In This Story
JPMorgan Chase reported another strong quarter, but chief executive Jamie Dimon reiterated his warnings about a number of risks the bank is staying vigilant of.
The largest U.S. bank by assets brought in a net income of $18.1 billion, or $6.12 per share, a 25% increase from $14.5 billion in the same period last year, the bank said in its second-quarter earnings report Friday. Wall Street analysts projected $17.3 billion in profit, or $5.88 earnings per share, according to FactSet.
It reported $50.2 billion in revenue in the three months ended June 30, cruising past the $42.23 billion expected by analysts, according to data compiled by FactSet.
The global bank outperformed in several areas, giving it a substantial boost. Investment banking fees rose 50%, and its market share climbed to 9.5%. It also saw a $7.9 billion gain from new Visa shares.
Despite the strong performance, CEO Dimon once again echoed warnings about geopolitical and macroeconomic challenges.
“While market valuations and credit spreads seem to reflect a rather benign economic outlook, we continue to be vigilant about potential tail risks,” he said in a statement. “These tail risks are the same ones that we have mentioned before. The geopolitical situation remains complex and potentially the most dangerous since World War II — though its outcome and effect on the global economy remain unknown.”
“Next, there has been some progress bringing inflation down, but there are still multiple inflationary forces in front of us: large fiscal deficits, infrastructure needs, restructuring of trade and remilitarization of the world,” he continued. “Therefore, inflation and interest rates may stay higher than the market expects. And finally, we still do not know the full effects of quantitative tightening on this scale.”
Shares of JPMorgan fell 1% in pre-market trading on Friday, likely because its net interest income fell short of analyst expectations and its provision for loan losses climbed.
There has been little concern about the banking giant’s ability to weather higher-for-longer interest rates, which look like they will remain at their current 5.25-5.5% range for at least a few more months as the central bank waits to carry out what will likely be its singular cut for the year. JPMorgan reported a net interest income of $22.9 billion, a 4% yearly increase.

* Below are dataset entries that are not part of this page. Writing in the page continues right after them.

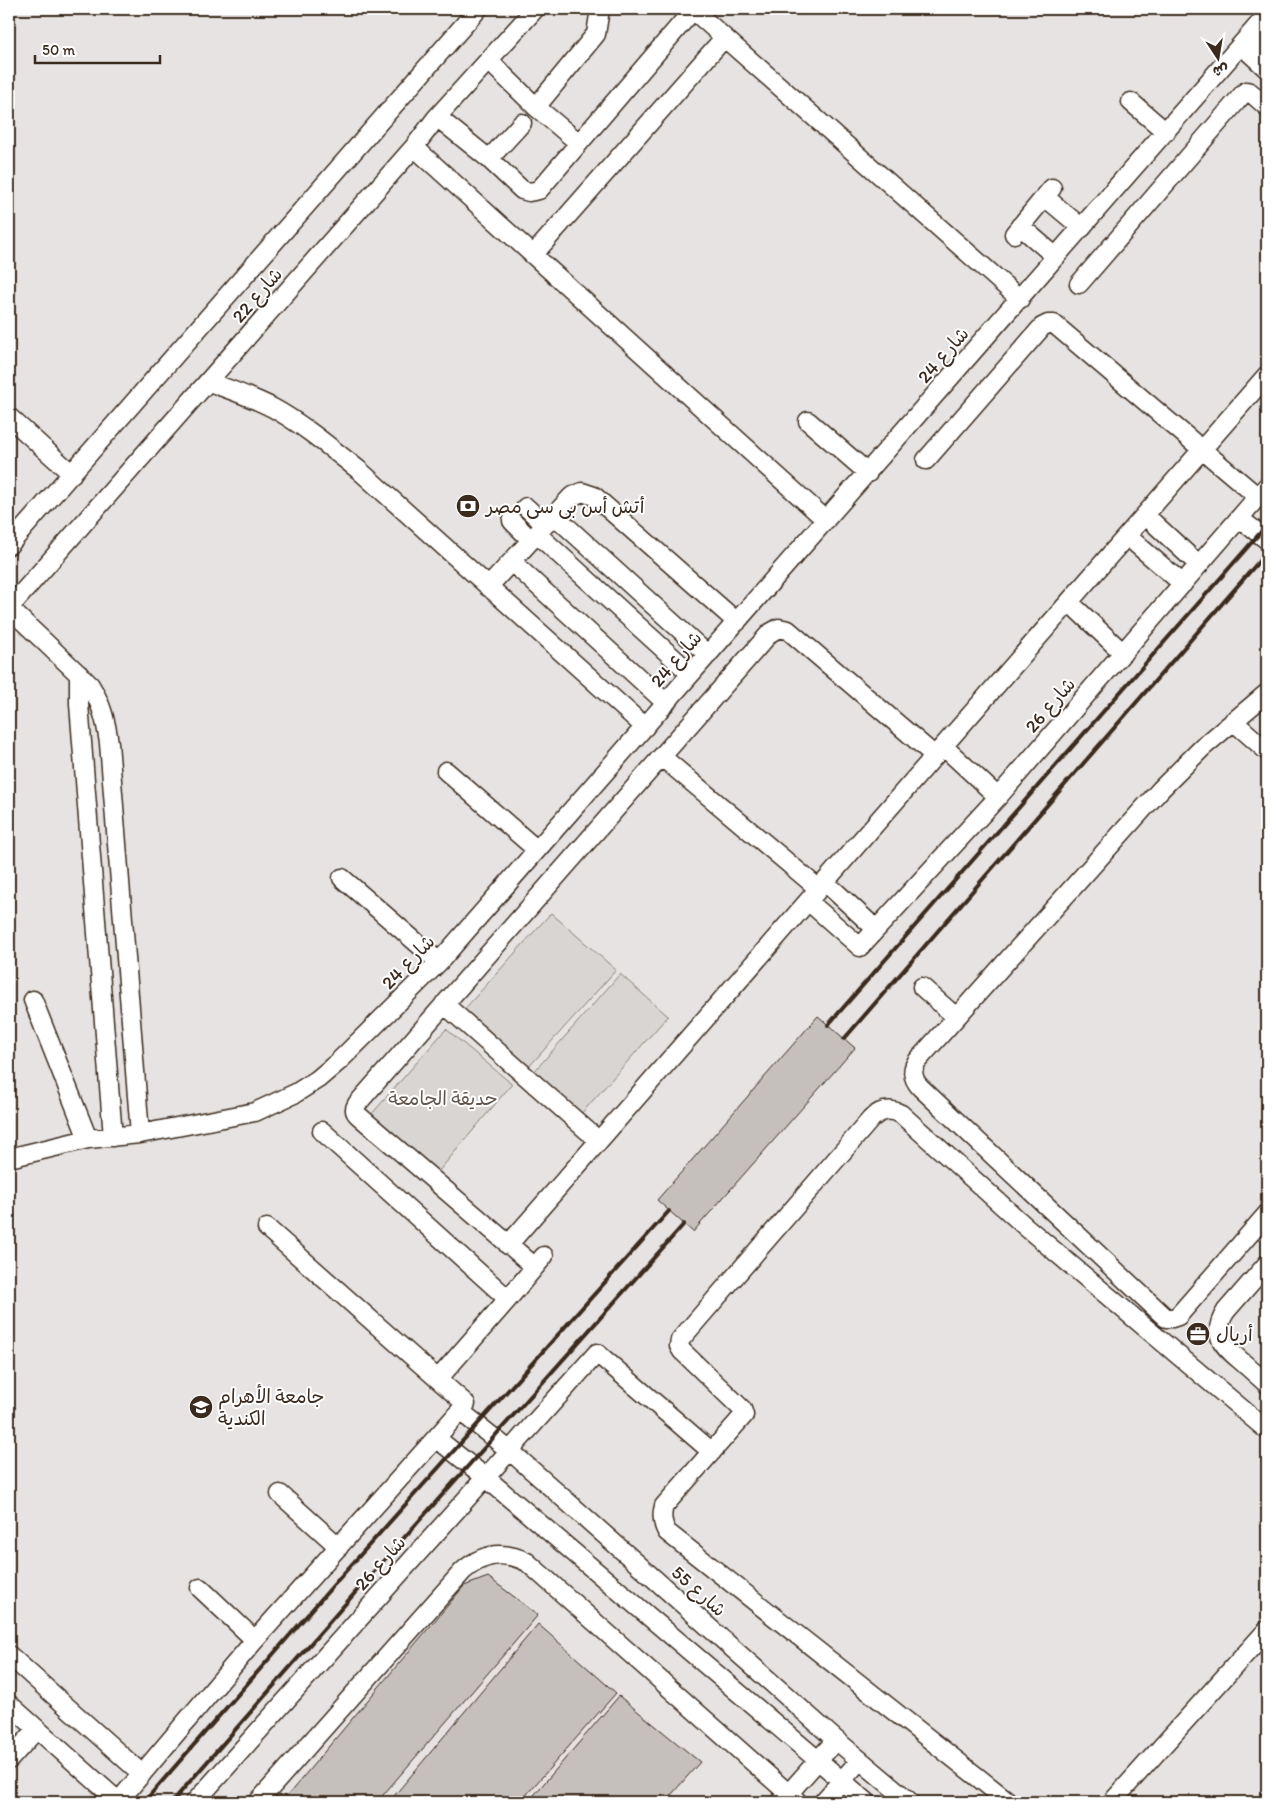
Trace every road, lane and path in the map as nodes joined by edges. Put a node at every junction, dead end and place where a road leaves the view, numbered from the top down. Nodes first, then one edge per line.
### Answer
1 (478, 9) edge
2 (535, 9) edge
3 (600, 9) edge
4 (692, 9) edge
5 (1263, 9) edge
6 (1267, 14) edge
7 (724, 38) junction
8 (1246, 39) junction
9 (1267, 47) edge
10 (489, 60) junction
11 (1267, 68) edge
12 (1131, 102) dead end
13 (536, 107) junction
14 (1267, 107) edge
15 (438, 117) junction
16 (522, 123) dead end
17 (1166, 132) junction
18 (579, 143) junction
19 (414, 147) junction
20 (489, 159) junction
21 (1082, 228) junction
22 (533, 255) junction
23 (1056, 257) junction
24 (1079, 284) dead end
25 (1020, 299) junction
26 (1267, 375) edge
27 (209, 382) junction
28 (9, 417) edge
29 (808, 421) dead end
30 (1203, 449) junction
31 (926, 460) dead end
32 (868, 473) junction
33 (72, 474) junction
34 (1264, 493) edge
35 (526, 507) dead end
36 (1145, 515) junction
37 (1239, 518) junction
38 (826, 520) junction
39 (512, 521) dead end
40 (542, 528) junction
41 (1127, 536) junction
42 (1267, 540) edge
43 (9, 545) edge
44 (512, 562) junction
45 (1199, 565) junction
46 (1183, 584) junction
47 (488, 587) junction
48 (1069, 602) junction
49 (9, 608) edge
50 (737, 622) junction
51 (1123, 654) junction
52 (708, 655) junction
53 (79, 674) junction
54 (691, 674) junction
55 (1267, 693) edge
56 (666, 703) junction
57 (1233, 721) junction
58 (645, 727) junction
59 (939, 751) junction
60 (1267, 752) edge
61 (662, 757) junction
62 (446, 771) dead end
63 (998, 797) junction
64 (536, 850) junction
65 (342, 878) dead end
66 (817, 891) junction
67 (876, 929) junction
68 (439, 962) junction
69 (922, 987) dead end
70 (32, 1000) dead end
71 (444, 1004) junction
72 (956, 1017) junction
73 (322, 1131) dead end
74 (140, 1134) junction
75 (113, 1137) junction
76 (88, 1139) junction
77 (599, 1141) junction
78 (9, 1158) edge
79 (1267, 1214) edge
80 (267, 1228) dead end
81 (508, 1244) junction
82 (1267, 1264) edge
83 (508, 1299) junction
84 (438, 1379) junction
85 (1267, 1384) edge
86 (463, 1407) junction
87 (1267, 1430) edge
88 (436, 1438) junction
89 (509, 1450) junction
90 (712, 1452) junction
91 (485, 1477) junction
92 (280, 1494) dead end
93 (339, 1547) junction
94 (200, 1588) dead end
95 (1267, 1630) edge
96 (255, 1640) junction
97 (9, 1655) edge
98 (9, 1704) edge
99 (37, 1729) junction
100 (836, 1740) junction
101 (9, 1760) edge
102 (860, 1760) junction
103 (817, 1761) junction
104 (142, 1774) junction
105 (842, 1781) junction
106 (789, 1800) edge
107 (118, 1802) edge
108 (195, 1802) edge
109 (258, 1802) edge
110 (823, 1802) edge
111 (867, 1802) edge
112 (910, 1802) edge
113 (1009, 1802) edge
114 (1112, 1802) edge

1 - 33 street, شارع 22
2 - 10 street, شارع 22
3 - 13 street
4 - 7 street
4 - 18 street
5 - 6 street
6 - 8 street, شارع 24
7 - 22 street
7 - 25 street
8 - 9 street
8 - 11 street
8 - 17 street, شارع 24
10 - 13 street
10 - 15 street, شارع 22
12 - 17 street
13 - 18 street
14 - 24 street
15 - 19 street, شارع 22
15 - 20 street
16 - 20 street
17 - 21 street, شارع 24
18 - 20 street
19 - 22 street
19 - 27 street, شارع 22
21 - 23 street, شارع 24
21 - 23 street
22 - 38 street
23 - 25 street, شارع 24
25 - 32 street, شارع 24
26 - 30 street
27 - 47 street
27 - 49 street, شارع 22
28 - 33 street
29 - 32 street
30 - 31 street
30 - 34 street
30 - 36 street
32 - 38 street, شارع 24
33 - 43 street, شارع 22
34 - 37 street, شارع 26
35 - 40 street
36 - 41 street
36 - 45 street
37 - 42 street
37 - 45 street, شارع 26
38 - 50 street, شارع 24
39 - 40 street
40 - 44 street
40 - 50 street
40 - 52 street
40 - 54 street
41 - 46 street
41 - 48 street
44 - 47 street
44 - 56 street
45 - 46 street, شارع 26
46 - 51 street, شارع 26
47 - 58 street
48 - 51 street
48 - 59 street
49 - 53 street
50 - 52 street, شارع 24
51 - 63 street, شارع 26
52 - 54 street, شارع 24
53 - 74 street
53 - 75 street
54 - 56 street, شارع 24
55 - 57 street
56 - 58 street, شارع 24
57 - 60 street
57 - 72 street
58 - 64 street, شارع 24
59 - 61 street
59 - 63 street
59 - 66 street
61 - 66 street
61 - 71 street
62 - 64 street
63 - 67 street, شارع 26
64 - 68 street, شارع 24
65 - 68 street
66 - 67 street
66 - 67 street, شارع 26
66 - 77 street
68 - 74 street, شارع 24
69 - 72 street
70 - 76 street
71 - 77 street
71 - 81 street
72 - 79 street
73 - 83 street
74 - 75 street, شارع 24
75 - 76 street, شارع 24
76 - 78 street, شارع 24
77 - 81 street
80 - 84 street, شارع 55
81 - 83 street
82 - 85 street
83 - 84 street
84 - 86 street, شارع 55
86 - 88 street
86 - 89 street, شارع 55
87 - 90 street
88 - 91 street
88 - 93 street
89 - 90 street, شارع 26
89 - 91 street, شارع 26
89 - 100 street, شارع 55
90 - 113 street
91 - 103 street
91 - 108 street, شارع 26
92 - 93 street
93 - 96 street
94 - 96 street
95 - 114 street
96 - 104 street
97 - 104 street
98 - 99 street
99 - 101 street
99 - 107 street
100 - 102 street, شارع 55
100 - 103 street
102 - 105 street
102 - 112 street, شارع 55
103 - 105 street
103 - 106 street
104 - 107 street
105 - 110 street
105 - 111 street
106 - 109 street

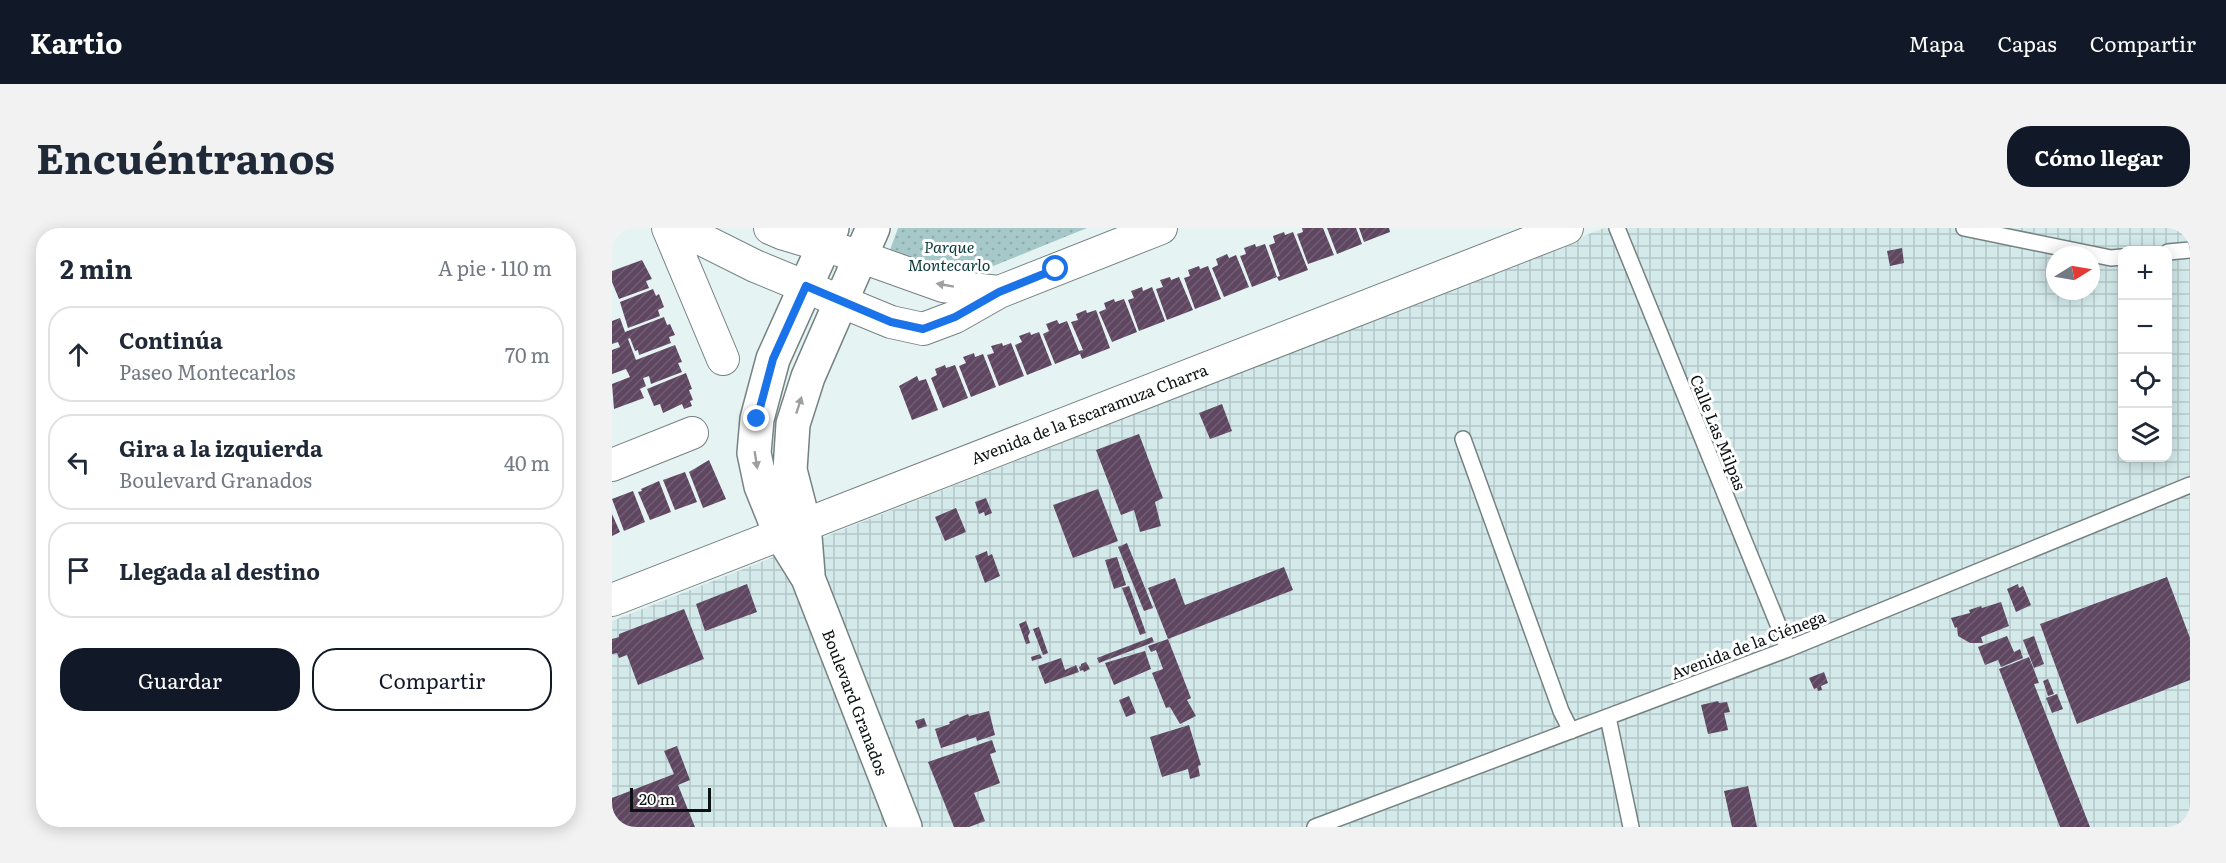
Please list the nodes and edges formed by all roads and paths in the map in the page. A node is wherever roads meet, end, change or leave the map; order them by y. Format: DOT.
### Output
graph roads {
  1 [pos="668,228"];
  2 [pos="679,228"];
  3 [pos="770,228"];
  4 [pos="1161,228"];
  5 [pos="1567,228"];
  6 [pos="1617,228"];
  7 [pos="1964,228"];
  8 [pos="829,236"];
  9 [pos="866,242"];
  10 [pos="2190,250"];
  11 [pos="2172,252"];
  12 [pos="2118,257"];
  13 [pos="806,286"];
  14 [pos="999,292"];
  15 [pos="841,302"];
  16 [pos="723,358"];
  17 [pos="692,433"];
  18 [pos="1463,439"];
  19 [pos="612,465"];
  20 [pos="2190,485"];
  21 [pos="792,529"];
  22 [pos="612,600"];
  23 [pos="1788,649"];
  24 [pos="1608,717"];
  25 [pos="1571,731"];
  26 [pos="905,827"];
  27 [pos="1315,827"];
  28 [pos="1631,827"];
  1 -- 16 [label="street"];
  2 -- 13 [label="street"];
  3 -- 8 [label="street"];
  4 -- 14 [label="street"];
  5 -- 21 [label="street, Avenida de la Escaramuza Charra"];
  6 -- 23 [label="lane, Calle Las Milpas"];
  7 -- 12 [label="lane"];
  8 -- 9 [label="street"];
  8 -- 13 [label="street, Boulevard Granados"];
  14 -- 9 [label="street, one-way"];
  9 -- 15 [label="street, Boulevard Granados"];
  10 -- 11 [label="lane"];
  13 -- 15 [label="street"];
  13 -- 21 [label="street, Boulevard Granados, one-way"];
  14 -- 15 [label="street"];
  21 -- 15 [label="street, Boulevard Granados, one-way"];
  17 -- 19 [label="street"];
  18 -- 25 [label="lane"];
  20 -- 23 [label="lane, Avenida de la Ciénega"];
  21 -- 22 [label="street, Avenida de la Escaramuza Charra"];
  21 -- 26 [label="street, Boulevard Granados"];
  23 -- 24 [label="lane, Avenida de la Ciénega"];
  24 -- 25 [label="lane, Avenida de la Ciénega"];
  24 -- 28 [label="lane"];
  25 -- 27 [label="lane, Avenida de la Ciénega"];
}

With a reported $3.7 trillion assets under management as of June 30, a 15% year-over-year increase, the bank has continued to widen the gap between itself and other U.S. banking giants. It had its best year ever last year, with $49.6 billion in profits including a $4.1 billion windfall from its acquisition of failed First Republic Bank in May 2023.
This is the first quarter that JPMorgan is reporting its full results without separating First Republic’s contributions to its balance sheet, as its results are now comparable from a year prior.
Late last month, JPMorgan announced plans to raise its quarterly common stock dividend to $1.25 per share, up from $1.15 per share, for the third quarter of 2024. The board of directors also authorized a new common share repurchase program of $30 billion that began on July 1. Dimon said the increase is supported by JPMorgan’s “strong financial performance and represents a sustainable level of dividends.”
The bank said it had a capital ratio of 15.3%, cushioning itself with excess capital given potential new capital requirements that could come into effect biy mid-2025. Following the results of the Federal Reserve’s yearly bank stress test, JPMorgan said it could face higher losses than what the central bank disclosed. As a result, the capital ratio requirement on banks “would likely be modestly higher” at 12.3% up from its current 11.9% level.